College

Literature, Communication & Media

THE PROGRAM

The Literature, Communication and Media department prepares its majors to become articulate, analytical, creative, and collaborative communicators. Stressing critical analysis, creative expression, and social awareness, courses across the three fields of Literature, Communication, and Media enable students to develop strong written, oral, and digital communication skills through in-depth engagement with artistic and academic texts, contemporary media technologies, and experiential, applied learning. The program integrates intellectual growth with practical skills that apply to a wide range of professional fields.
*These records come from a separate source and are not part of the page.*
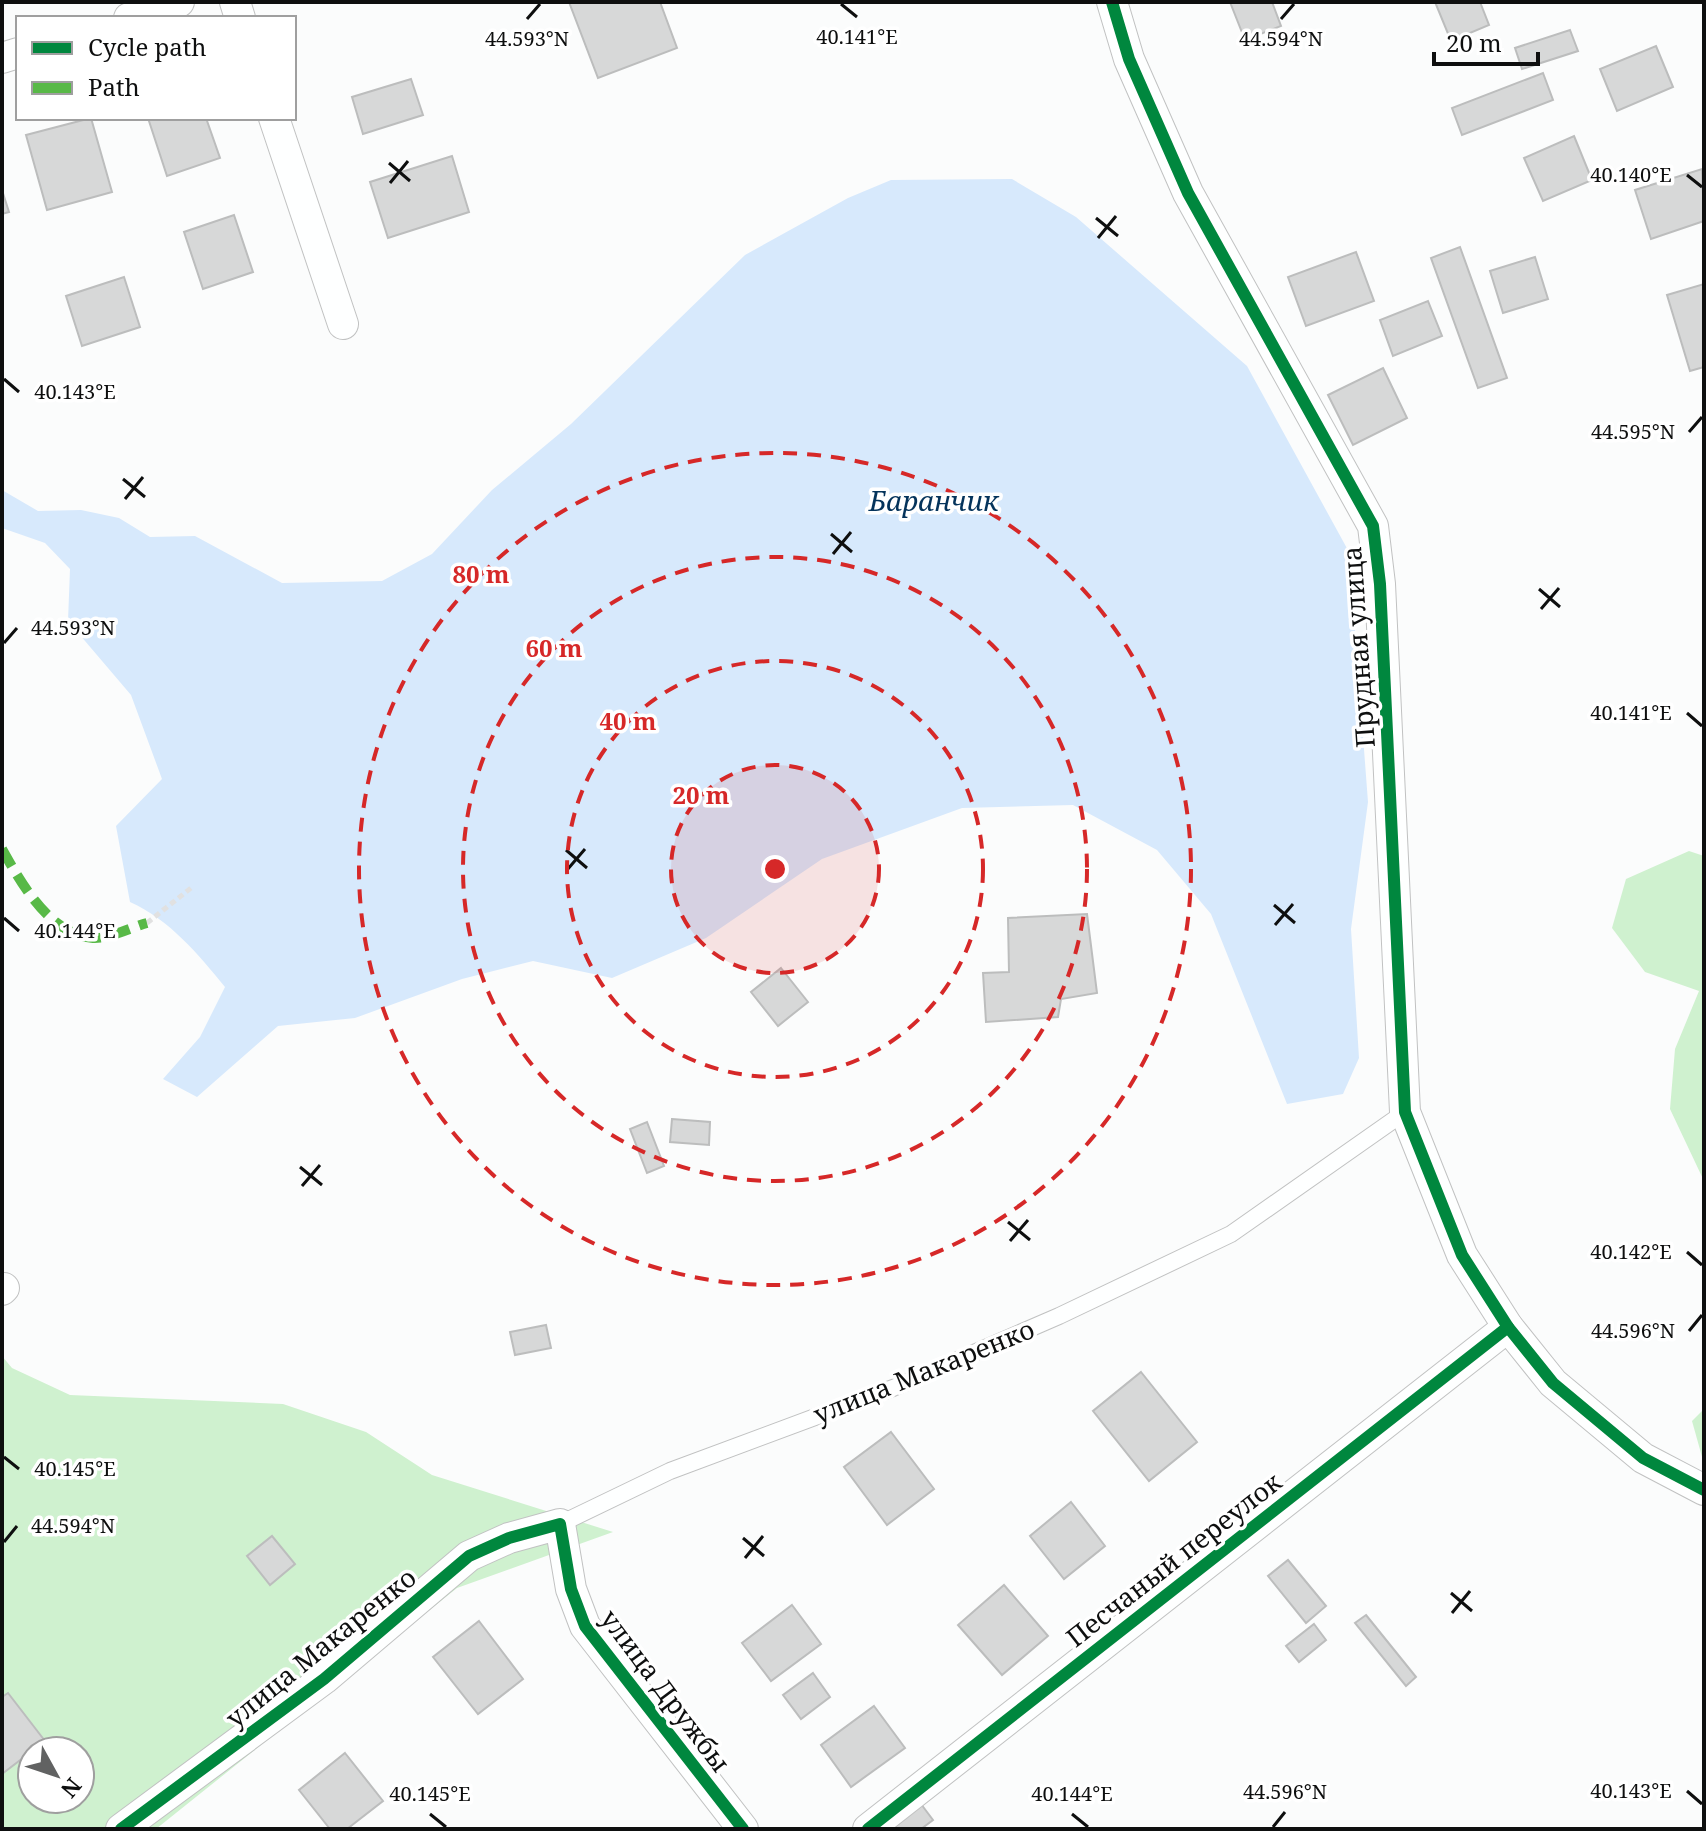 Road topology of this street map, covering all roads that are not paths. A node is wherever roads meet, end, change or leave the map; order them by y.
1 (179, 2) edge
2 (1112, 2) edge
3 (135, 16) edge
4 (275, 120) edge
5 (343, 324) dead end
6 (1405, 1112) junction
7 (1508, 1327) junction
8 (1704, 1490) edge
9 (560, 1524) junction
10 (121, 1829) edge
11 (743, 1829) edge
12 (868, 1829) edge

1 - 3 street
2 - 6 street, Прудная улица
4 - 5 street
6 - 7 street, Прудная улица
6 - 9 lane, улица Макаренко
7 - 8 street, Прудная улица
7 - 12 street, Песчаный переулок
9 - 10 street, улица Макаренко
9 - 11 street, улица Дружбы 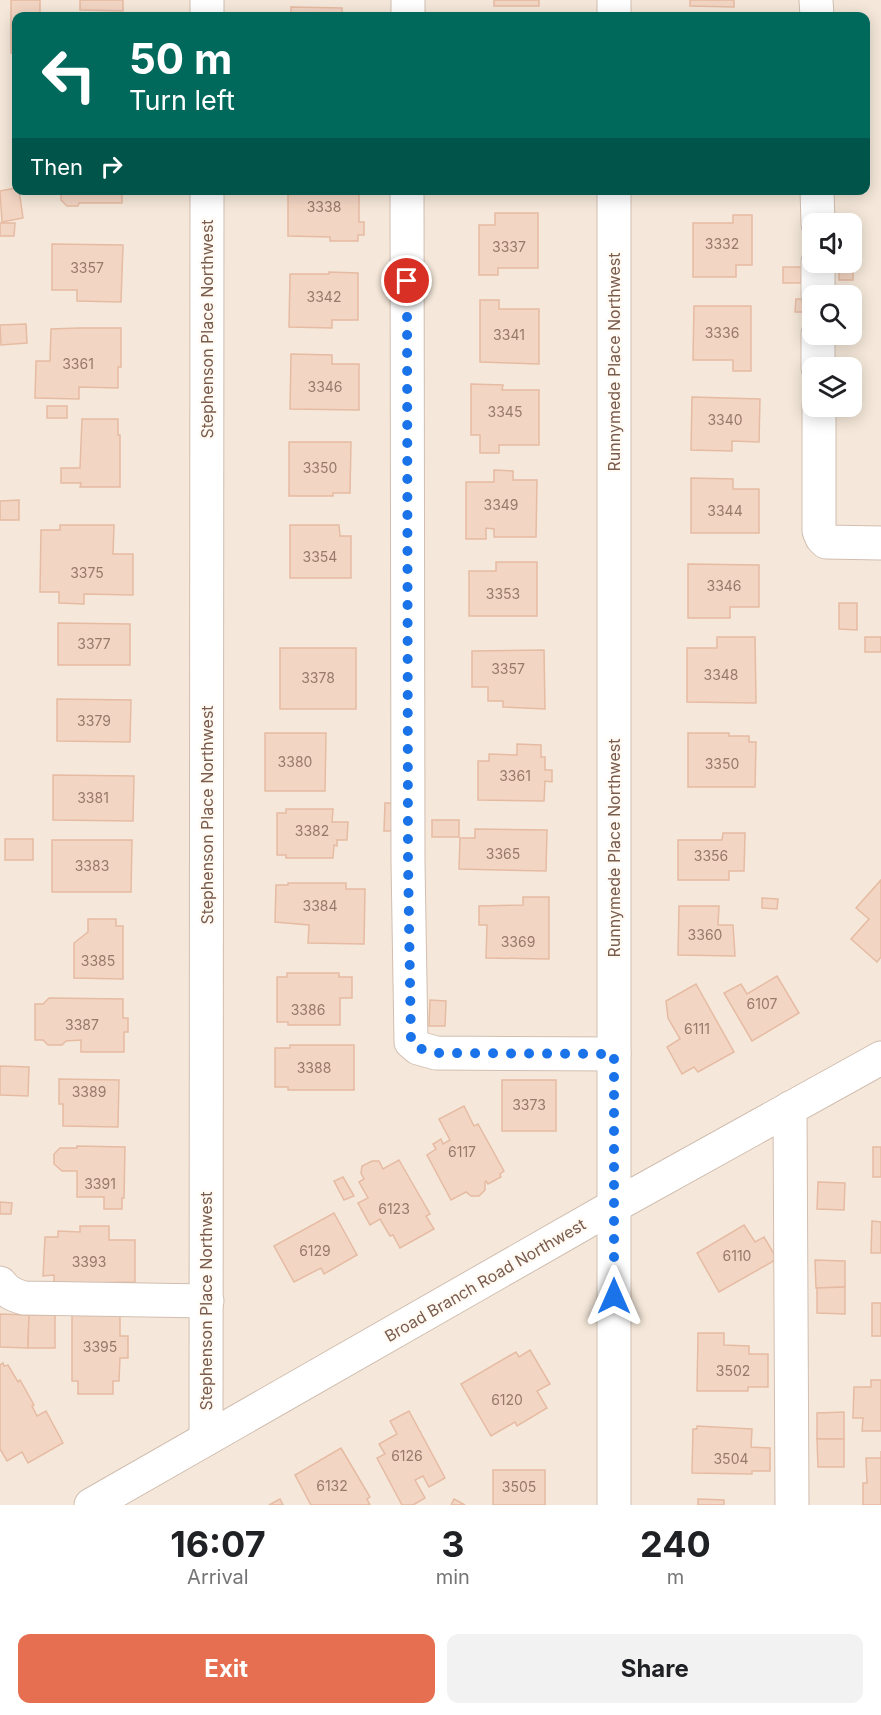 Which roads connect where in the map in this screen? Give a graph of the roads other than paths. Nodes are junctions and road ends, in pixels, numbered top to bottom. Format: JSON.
{"nodes":[{"id":1,"x":207,"y":195,"type":"edge"},
{"id":2,"x":407,"y":195,"type":"edge"},
{"id":3,"x":614,"y":195,"type":"edge"},
{"id":4,"x":817,"y":195,"type":"edge"},
{"id":5,"x":818,"y":213,"type":"edge"},
{"id":6,"x":819,"y":417,"type":"edge"},
{"id":7,"x":881,"y":543,"type":"edge"},
{"id":8,"x":614,"y":1054,"type":"junction"},
{"id":9,"x":881,"y":1058,"type":"edge"},
{"id":10,"x":790,"y":1108,"type":"junction"},
{"id":11,"x":614,"y":1206,"type":"junction"},
{"id":12,"x":0,"y":1283,"type":"edge"},
{"id":13,"x":207,"y":1301,"type":"junction"},
{"id":14,"x":206,"y":1439,"type":"junction"},
{"id":15,"x":91,"y":1505,"type":"edge"},
{"id":16,"x":614,"y":1505,"type":"edge"},
{"id":17,"x":792,"y":1505,"type":"edge"}],
"edges":[{"from":1,"to":13,"type":"street","name":"Stephenson Place Northwest"},
{"from":2,"to":8,"type":"street"},
{"from":3,"to":8,"type":"street","name":"Runnymede Place Northwest"},
{"from":4,"to":5,"type":"street"},
{"from":6,"to":7,"type":"street"},
{"from":8,"to":11,"type":"street","name":"Runnymede Place Northwest"},
{"from":9,"to":10,"type":"street","name":"Broad Branch Road Northwest"},
{"from":10,"to":11,"type":"street","name":"Broad Branch Road Northwest"},
{"from":10,"to":17,"type":"street"},
{"from":11,"to":14,"type":"street","name":"Broad Branch Road Northwest"},
{"from":11,"to":16,"type":"street","name":"Runnymede Place Northwest"},
{"from":12,"to":13,"type":"street"},
{"from":13,"to":14,"type":"street","name":"Stephenson Place Northwest"},
{"from":14,"to":15,"type":"street","name":"Broad Branch Road Northwest"}]} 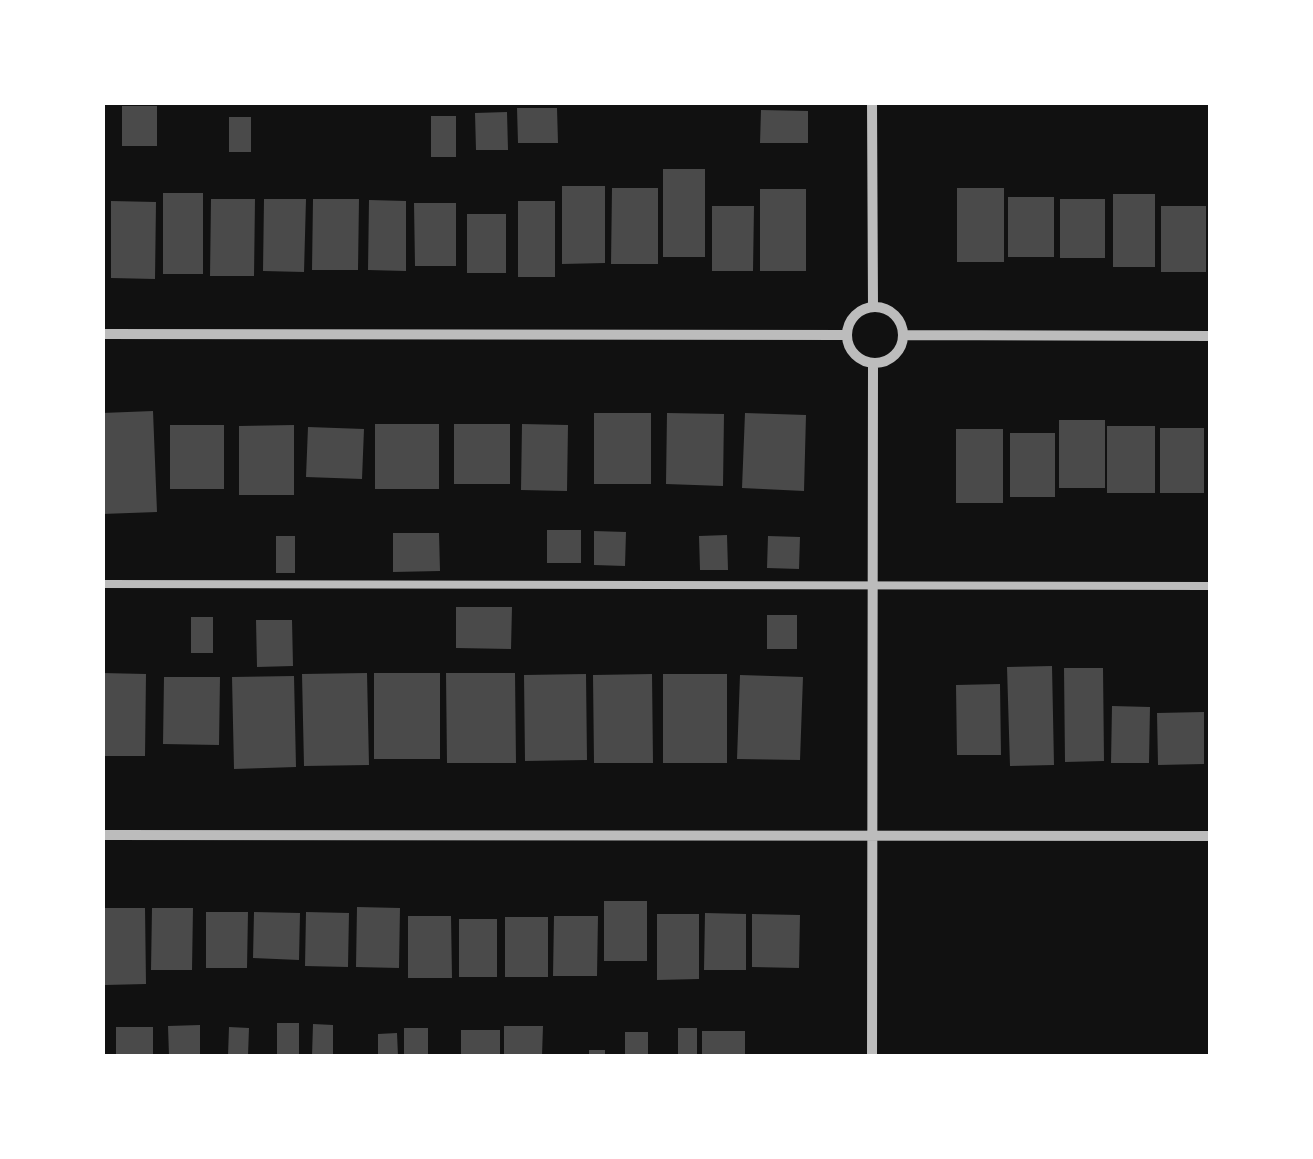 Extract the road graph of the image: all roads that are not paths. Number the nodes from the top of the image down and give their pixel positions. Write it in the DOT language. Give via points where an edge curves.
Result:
graph roads {
  1 [pos="872,102"];
  2 [pos="873,307"];
  3 [pos="102,334"];
  4 [pos="847,335"];
  5 [pos="903,335"];
  6 [pos="1210,336"];
  7 [pos="873,363"];
  8 [pos="102,584"];
  9 [pos="872,585"];
  10 [pos="1210,586"];
  11 [pos="102,835"];
  12 [pos="1210,836"];
  13 [pos="872,837"];
  14 [pos="872,1056"];
  1 -- 2 [label="street"];
  2 -- 4 [label="street" via="852,319"];
  2 -- 5 [label="street" via="897,318"];
  3 -- 4 [label="street"];
  4 -- 7 [label="street" via="852,351"];
  5 -- 6 [label="street"];
  5 -- 7 [label="street" via="897,352"];
  7 -- 9 [label="street"];
  8 -- 9 [label="lane"];
  9 -- 10 [label="lane"];
  9 -- 13 [label="street"];
  11 -- 13 [label="street"];
  12 -- 13 [label="street"];
  13 -- 14 [label="street"];
}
Whether entering the work force or earning advanced degrees, LCM graduates are well prepared. Alumni have pursued successful careers in media production and management; marketing; the arts; information management; business, non-profit, and public administration; law; consulting; education; human resources; and the rabbinate. Students have excelled in graduate programs at the University of Southern California (including its prestigious Annenberg School of Communications), the University of California at Los Angeles, the University of Michigan Law School, the London School of Economics, and various universities in the California State system.

LCM courses focus on three core areas:

  • Courses focused on The Arts and Society develop students' critical reading and analytical skills while deepening their understanding of political and cultural issues in the United States and around the globe.
  • Media Studies courses engage students in the historical and critical analysis of the media and its impact on our daily lives.
  • Communication and Experiential Studies courses involve the practical application of communication theories and technologies within real-world situations, allowing students to produce creative work in and beyond the classroom.

 

THE MAJOR

LCM students must complete a total of 36 credits within the major.
    The following prerequisites are required:
  • LCM 100 - Introduction to Narrative Art
  • LCM 130 - Introduction to Media Studies
  • LCM 160 - Introduction to Digital Media Applications
    Majors must also complete:
  • two courses in each of the three core areas
  • LCM 400: Advanced Seminar
  • two elective LCM courses at the 300 or 400 level

In special cases, students may work with a professor to design an Independent Study course focused on a topic not otherwise addressed within the curriculum.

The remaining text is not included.